[Collected data]
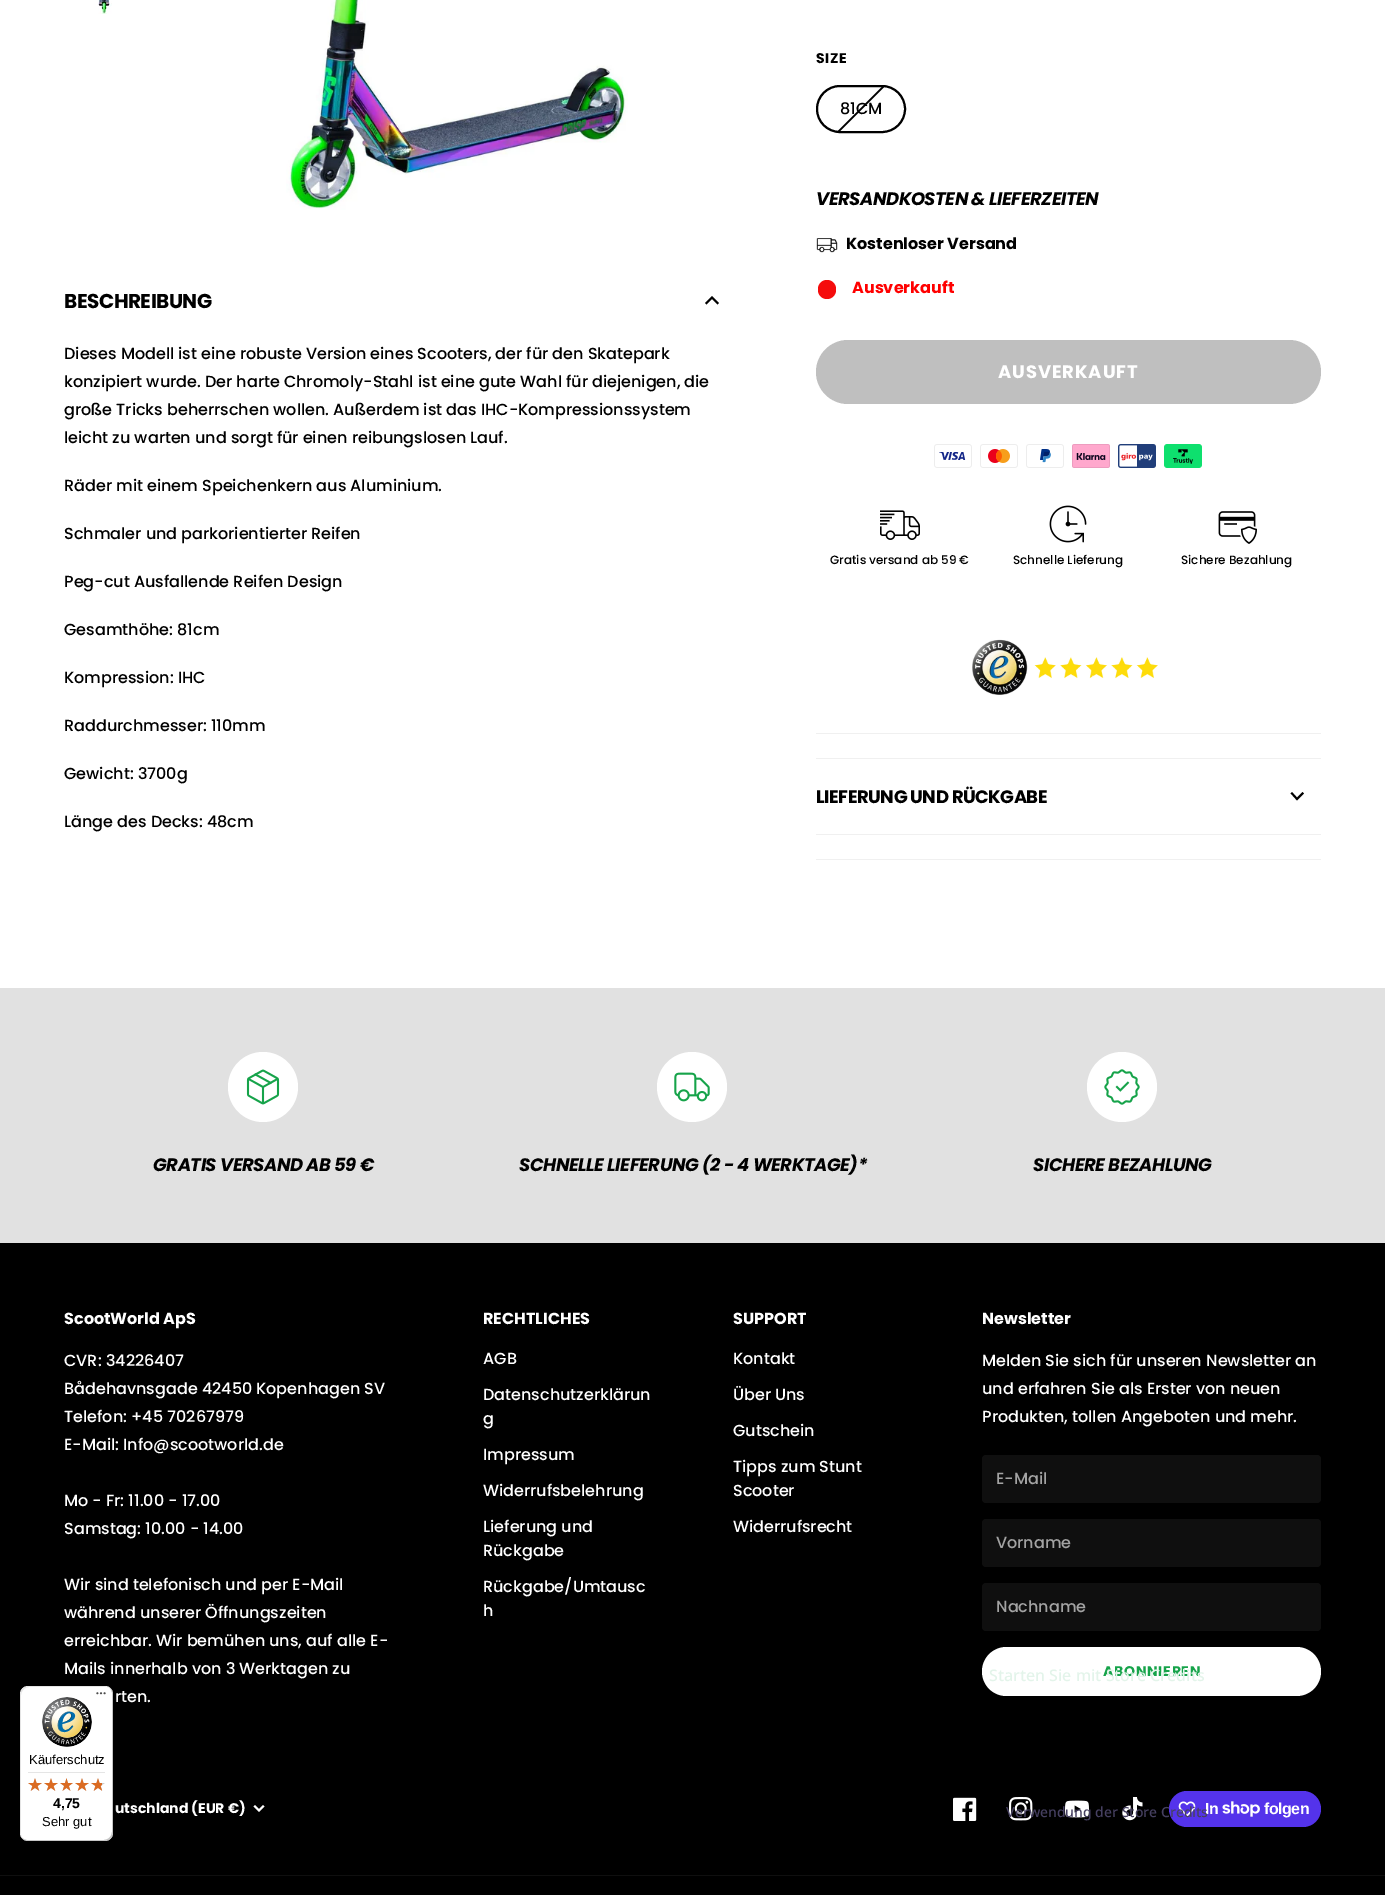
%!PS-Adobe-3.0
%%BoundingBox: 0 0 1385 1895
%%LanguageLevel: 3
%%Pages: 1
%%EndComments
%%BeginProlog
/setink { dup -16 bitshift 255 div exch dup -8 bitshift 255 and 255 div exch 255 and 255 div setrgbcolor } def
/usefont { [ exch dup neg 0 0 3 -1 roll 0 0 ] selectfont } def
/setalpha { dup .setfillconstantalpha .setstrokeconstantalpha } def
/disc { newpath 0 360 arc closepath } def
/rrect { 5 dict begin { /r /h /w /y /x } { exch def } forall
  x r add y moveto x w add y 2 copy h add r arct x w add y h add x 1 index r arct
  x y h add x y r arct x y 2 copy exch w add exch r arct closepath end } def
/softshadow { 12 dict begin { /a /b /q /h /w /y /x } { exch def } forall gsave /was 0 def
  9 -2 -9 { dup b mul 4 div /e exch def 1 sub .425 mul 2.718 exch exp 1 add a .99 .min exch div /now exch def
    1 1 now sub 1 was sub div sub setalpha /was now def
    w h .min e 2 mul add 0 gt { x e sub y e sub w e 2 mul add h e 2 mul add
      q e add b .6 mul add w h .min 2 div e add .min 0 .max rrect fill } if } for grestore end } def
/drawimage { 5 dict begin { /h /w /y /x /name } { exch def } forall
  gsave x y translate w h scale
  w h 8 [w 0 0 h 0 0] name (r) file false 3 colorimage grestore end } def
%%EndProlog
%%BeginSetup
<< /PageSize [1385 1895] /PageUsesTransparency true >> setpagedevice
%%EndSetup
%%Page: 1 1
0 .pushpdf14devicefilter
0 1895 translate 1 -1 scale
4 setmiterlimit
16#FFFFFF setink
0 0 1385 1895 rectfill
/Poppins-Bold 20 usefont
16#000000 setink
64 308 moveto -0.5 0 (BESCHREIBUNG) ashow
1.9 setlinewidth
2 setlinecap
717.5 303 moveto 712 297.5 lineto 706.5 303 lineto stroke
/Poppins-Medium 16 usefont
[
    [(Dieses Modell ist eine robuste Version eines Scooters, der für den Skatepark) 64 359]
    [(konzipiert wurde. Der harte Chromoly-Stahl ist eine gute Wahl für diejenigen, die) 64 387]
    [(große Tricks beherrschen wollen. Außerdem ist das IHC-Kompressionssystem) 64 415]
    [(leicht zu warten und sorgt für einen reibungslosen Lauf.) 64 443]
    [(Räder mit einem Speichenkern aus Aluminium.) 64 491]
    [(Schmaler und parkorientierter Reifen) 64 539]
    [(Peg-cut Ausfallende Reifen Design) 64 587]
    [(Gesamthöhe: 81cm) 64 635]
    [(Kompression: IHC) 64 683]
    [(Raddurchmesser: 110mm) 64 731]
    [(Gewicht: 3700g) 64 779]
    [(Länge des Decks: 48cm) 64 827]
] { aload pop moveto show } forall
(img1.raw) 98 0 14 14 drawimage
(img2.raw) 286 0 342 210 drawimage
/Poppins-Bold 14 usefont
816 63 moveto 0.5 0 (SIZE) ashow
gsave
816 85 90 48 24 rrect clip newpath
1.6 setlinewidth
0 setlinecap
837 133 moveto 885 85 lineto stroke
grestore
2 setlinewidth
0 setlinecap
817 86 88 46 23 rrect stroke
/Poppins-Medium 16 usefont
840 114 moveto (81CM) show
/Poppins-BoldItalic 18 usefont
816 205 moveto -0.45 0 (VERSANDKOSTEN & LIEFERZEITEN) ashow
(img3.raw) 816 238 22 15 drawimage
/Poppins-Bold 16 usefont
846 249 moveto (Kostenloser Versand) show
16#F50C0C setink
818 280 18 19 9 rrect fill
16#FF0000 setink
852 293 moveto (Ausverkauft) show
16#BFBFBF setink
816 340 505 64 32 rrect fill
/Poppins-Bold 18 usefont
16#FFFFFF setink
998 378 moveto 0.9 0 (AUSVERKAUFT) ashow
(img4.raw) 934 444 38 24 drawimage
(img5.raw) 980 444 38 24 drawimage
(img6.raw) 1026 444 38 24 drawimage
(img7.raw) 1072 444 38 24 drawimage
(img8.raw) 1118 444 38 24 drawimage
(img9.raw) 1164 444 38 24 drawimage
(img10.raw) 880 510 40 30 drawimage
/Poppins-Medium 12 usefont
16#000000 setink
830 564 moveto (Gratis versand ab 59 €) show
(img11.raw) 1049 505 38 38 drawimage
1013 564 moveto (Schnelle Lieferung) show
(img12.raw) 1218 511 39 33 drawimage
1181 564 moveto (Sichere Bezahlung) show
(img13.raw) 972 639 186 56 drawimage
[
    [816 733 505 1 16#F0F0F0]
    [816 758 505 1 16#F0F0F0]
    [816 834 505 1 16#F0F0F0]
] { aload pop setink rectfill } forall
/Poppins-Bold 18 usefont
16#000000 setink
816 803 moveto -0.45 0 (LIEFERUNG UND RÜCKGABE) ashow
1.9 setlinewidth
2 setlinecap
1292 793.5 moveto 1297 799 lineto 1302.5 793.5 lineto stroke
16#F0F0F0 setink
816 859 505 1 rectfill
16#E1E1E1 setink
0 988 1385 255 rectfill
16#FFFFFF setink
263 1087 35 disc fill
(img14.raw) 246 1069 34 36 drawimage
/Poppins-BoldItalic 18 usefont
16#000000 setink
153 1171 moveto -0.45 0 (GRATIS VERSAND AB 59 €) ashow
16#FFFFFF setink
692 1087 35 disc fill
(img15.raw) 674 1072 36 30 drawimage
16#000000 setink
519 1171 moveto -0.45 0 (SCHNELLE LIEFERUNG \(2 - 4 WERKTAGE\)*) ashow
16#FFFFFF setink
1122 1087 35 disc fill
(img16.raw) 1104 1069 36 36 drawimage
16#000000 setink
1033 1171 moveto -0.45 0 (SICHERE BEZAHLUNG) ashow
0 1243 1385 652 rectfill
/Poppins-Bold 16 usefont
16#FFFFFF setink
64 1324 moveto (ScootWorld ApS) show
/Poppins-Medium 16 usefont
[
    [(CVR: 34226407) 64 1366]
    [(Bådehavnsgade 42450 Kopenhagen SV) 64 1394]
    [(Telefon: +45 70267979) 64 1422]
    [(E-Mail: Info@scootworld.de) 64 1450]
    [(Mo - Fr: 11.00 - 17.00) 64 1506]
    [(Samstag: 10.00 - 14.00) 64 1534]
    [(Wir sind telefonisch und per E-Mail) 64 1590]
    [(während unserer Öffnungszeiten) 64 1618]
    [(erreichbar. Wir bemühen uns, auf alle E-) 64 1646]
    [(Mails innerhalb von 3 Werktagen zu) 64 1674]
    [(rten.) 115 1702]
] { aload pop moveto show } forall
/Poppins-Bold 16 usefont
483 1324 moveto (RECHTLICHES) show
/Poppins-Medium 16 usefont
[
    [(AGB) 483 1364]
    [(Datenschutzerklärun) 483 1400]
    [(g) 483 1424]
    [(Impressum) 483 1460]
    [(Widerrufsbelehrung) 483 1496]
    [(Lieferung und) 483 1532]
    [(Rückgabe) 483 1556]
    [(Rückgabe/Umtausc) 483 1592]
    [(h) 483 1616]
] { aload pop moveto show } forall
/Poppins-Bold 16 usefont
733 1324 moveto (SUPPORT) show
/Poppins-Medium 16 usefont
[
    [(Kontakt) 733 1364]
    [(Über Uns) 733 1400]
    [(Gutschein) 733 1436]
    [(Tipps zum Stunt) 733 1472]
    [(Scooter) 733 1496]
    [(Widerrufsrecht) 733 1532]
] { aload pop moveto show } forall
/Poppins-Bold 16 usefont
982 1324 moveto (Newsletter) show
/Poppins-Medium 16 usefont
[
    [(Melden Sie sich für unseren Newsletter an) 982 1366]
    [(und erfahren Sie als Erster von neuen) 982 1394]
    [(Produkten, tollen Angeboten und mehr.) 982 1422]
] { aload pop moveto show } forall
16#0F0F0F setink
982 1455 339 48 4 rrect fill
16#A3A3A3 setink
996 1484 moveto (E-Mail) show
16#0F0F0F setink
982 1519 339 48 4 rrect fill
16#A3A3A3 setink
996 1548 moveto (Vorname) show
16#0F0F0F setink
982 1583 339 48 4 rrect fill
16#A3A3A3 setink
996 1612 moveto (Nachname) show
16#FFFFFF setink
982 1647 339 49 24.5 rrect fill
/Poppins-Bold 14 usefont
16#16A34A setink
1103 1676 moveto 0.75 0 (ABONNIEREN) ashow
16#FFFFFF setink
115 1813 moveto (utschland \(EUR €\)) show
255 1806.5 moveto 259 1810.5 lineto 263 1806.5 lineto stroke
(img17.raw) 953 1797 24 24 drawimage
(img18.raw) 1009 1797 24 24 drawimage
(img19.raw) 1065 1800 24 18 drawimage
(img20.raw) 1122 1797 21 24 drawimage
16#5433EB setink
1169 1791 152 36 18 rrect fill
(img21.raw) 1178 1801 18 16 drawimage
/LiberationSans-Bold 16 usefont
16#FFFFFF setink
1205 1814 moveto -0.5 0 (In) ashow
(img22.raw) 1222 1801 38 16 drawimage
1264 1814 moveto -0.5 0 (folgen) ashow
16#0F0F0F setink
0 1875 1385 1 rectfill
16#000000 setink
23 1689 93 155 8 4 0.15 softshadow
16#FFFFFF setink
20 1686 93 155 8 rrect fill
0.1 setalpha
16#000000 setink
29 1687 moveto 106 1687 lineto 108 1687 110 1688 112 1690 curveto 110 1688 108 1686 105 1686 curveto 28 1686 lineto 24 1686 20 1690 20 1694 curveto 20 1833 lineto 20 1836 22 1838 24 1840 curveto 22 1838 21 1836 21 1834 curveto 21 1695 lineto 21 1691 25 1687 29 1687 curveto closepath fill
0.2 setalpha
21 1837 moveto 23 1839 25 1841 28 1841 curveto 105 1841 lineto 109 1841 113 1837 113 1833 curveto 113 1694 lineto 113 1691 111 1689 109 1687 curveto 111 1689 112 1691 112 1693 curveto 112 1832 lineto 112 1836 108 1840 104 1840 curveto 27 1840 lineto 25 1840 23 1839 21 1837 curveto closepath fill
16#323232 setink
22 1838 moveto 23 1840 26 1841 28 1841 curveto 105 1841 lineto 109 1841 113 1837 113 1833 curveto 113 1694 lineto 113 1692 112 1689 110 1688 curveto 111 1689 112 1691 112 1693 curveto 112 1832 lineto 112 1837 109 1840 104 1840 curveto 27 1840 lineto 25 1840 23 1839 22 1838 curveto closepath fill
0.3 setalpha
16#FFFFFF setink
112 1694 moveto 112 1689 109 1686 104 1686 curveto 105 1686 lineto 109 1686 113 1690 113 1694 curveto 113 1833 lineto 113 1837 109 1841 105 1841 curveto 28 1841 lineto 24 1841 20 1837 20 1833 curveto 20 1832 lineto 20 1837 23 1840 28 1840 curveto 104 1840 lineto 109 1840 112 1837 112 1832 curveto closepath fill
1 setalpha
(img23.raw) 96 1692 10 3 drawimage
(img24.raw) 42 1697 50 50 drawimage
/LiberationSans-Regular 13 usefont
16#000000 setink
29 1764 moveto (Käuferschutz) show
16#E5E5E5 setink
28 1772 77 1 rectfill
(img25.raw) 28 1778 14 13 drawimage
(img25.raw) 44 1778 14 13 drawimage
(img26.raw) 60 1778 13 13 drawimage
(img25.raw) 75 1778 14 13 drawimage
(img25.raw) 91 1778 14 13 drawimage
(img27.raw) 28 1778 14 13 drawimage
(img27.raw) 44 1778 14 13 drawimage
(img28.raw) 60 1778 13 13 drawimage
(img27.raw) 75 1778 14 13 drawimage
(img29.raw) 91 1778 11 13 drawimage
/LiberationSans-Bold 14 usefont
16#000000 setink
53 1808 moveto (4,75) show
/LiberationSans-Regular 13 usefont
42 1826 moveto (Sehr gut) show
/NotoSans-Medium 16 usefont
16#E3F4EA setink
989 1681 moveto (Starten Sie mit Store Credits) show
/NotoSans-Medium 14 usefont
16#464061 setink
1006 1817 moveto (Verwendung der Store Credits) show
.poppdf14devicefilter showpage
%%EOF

**WHAT YOU WILL DO:** All lines that hold the word "translate" should be copied from the data.

**THE ANSWER:**
  gsave x y translate w h scale
0 1895 translate 1 -1 scale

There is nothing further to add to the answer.